Vater dan uma selalu membuatku tersudut karena hal ini. Mereka sering menjuluki sebagai “An Over-thinker”. Oh man… I’ve done a test about “Are you an over-thinker”, and guess what? I got a B on it. Yup, artinya aku in the middle. Berdasarkan tes yang aku ikuti, aku bukanlah seorang pemikir yang maha dashyat. Meskipun begitu, aku masih mampu berpikir kritis dan logis. Aku sudah berusaha untuk menunjukkan fakta-fakta mengenai apa yang terjadi dengan bumi saat ini. Tetapi, yaaa begitu. Vater dan uma adalah manusia biasa. Manusia memang sulit untuk sadar dari ketidaksadarannya. Seperti terperosok ke dalam quicksand. Memang perlu waktu beberapa hari untuk membuat pasir menjadi lengket. Tetapi, sekalinya manusia terjebak dan terperosok ke dalam quicksand, manusia akan terus masuk ke wilayah yang lebih dalam, lebih dalam, dan lebih dalam lagi hingga berada di titik terbawah. Lalu, apa yang terjadi bila manusia sudah berada di titik terbawah? Kehilangan nafas dan mati. Sama saja dengan yang terjadi kepada Vater dan uma. Nafsu duniawi telah ‘menenggelamkan’ mereka hingga berada di titik terbawah. Saat berada di titik terbawah, nafsu yang tak ada ujung dan pangkalnya itu menjadi backstabber. Ia memberikan kenikmatan yang tiada tara kemudian memanfaatkan situasi itu untuk ‘menelan’ si korban. Perlahan-lahan, dengan sangat hati-hati dan pasti, ia mengendap-endap dari belakang dan pada akhirnya menghujam ‘jantung’ si korban. Hanyalah penyesalan yang bisa dirasakan Vater dan uma. Orang tuaku jatuh bangkrut 4 bulan yang lalu. Tumpukan utang dari bank maupun dari kerabat dekat kian menghantui keluarga kami hingga kini. Panggilan “Bapak Serba Wow” untuk Vater pun tergantikan dengan “Bapak Mati Menyesal”. Harta karun yang biasanya tersembunyi di balik lemari besi malah menghilang bak abu yang ditebar ke laut. Mengapa hidup kami bisa berubah 180 derajat seperti ini? Simple. Hanya karena kebiasaan buruk mereka yang sudah aku ungkapkan sebelumnya.
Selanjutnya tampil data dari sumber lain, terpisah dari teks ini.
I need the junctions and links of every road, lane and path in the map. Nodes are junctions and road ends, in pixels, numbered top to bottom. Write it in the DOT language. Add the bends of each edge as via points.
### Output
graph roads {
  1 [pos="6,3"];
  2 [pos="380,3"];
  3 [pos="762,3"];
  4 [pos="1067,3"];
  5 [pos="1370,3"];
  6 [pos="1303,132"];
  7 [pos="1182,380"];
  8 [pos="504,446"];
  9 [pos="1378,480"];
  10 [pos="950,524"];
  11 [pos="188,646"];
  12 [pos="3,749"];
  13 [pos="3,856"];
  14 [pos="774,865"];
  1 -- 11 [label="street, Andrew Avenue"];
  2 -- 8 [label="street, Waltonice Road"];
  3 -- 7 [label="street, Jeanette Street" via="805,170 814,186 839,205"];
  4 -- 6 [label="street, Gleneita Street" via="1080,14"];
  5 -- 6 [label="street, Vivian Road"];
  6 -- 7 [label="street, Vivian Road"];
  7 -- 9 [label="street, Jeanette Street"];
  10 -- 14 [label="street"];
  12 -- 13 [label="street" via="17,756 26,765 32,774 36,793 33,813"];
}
Tangisan miris sering aku dengar menjelang aku tidur di malam hari. Vater dan uma meminta ampun kepada Tuhan atas kebodohan yang mereka lakukan selama ini. Tak pernah peduli dengan apa yang aku katakan pada mereka. Vater dan uma telah menjadi duta penghancur bumi. Mereka tidak pernah sadar bahwa hal-hal yang mereka anggap sepele itu dampaknya sungguh luar biasa. Keluargaku bisa kaya raya seperti itu karena Vater dan uma membudidayakan mutiara. Mutiara yang sudah diolah menjadi perhiasan pun dijual ke pasaran. Keluargaku sudah mengembangkan usaha ini selama berpuluh-puluh tahun dan keuntungannya memang unbelieveable. Namun, 6 bulan belakangan ini terjadilah penurunan produksi mutiara dan kualitas mutiara Indonesia. Ternyata oh ternyata, penurunan ini disebabkan oleh Global Warming. Kok bisa? Well, mutiara itu tidak tahan kimia dan polusi. Bahan-bahan kimia berbahaya yang berasal dari limbah rumah tangga dan pabrik ternyata berpengaruh besar bagi mutiara. Polusi dari kendaraan bermotor dan asap pabrik turut memicu hilangnya ‘kesucian’ bumi. Emisi atau paparan zat berbahaya tidak hanya mencemari udara yang kita hirup, tetapi berdampak pada munculnya efek rumah kaca. Hal menyedihkan ini mengakibatkan peningkatan temperatur rata-rata di bumi kita. Lama-kelamaan, udara yang kita hirup juga terkontaminasi dengan racun yang berasal dari polusi. Penurunan produksi mutiara membuat Vater dan uma kehilangan ‘lapangan’ untuk mendapatkan uang. Jalan pintas dari hal yang mencekik mereka ini adalah utang. Utang sana, utang sini. Utang dimana-mana. Semakin menggunung dan membawa perekonomian keluarga berada pada titik 0.
Selama ini, Vater dan uma tidak peduli dengan kerusakan lingkungan. Mereka acuh tak acuh saja saat mengendarai kendaraan bermotor. Mungkin bisa aku maklumi kalau mereka berpergian ke tempat yang jauh dengan menggunakan kendaraan bermotor. Konyolnya, Vater dan uma menggunakan mobil untuk pergi ke pasar swalayan yang jaraknya hanya 90 meter dari rumah. Kalau aku berjalan kaki kesana, aku hanya membutuhkan waktu kurang dari 15 menit. Ketika berbelanja pun uma senang sekali menggunakan kantong plastik dari pasar swalayan. Tidak hanya dalam jumlah sedikit. Tetapi, sebanyak mungkin yang ia bisa. Tahu tidak apa alasannya?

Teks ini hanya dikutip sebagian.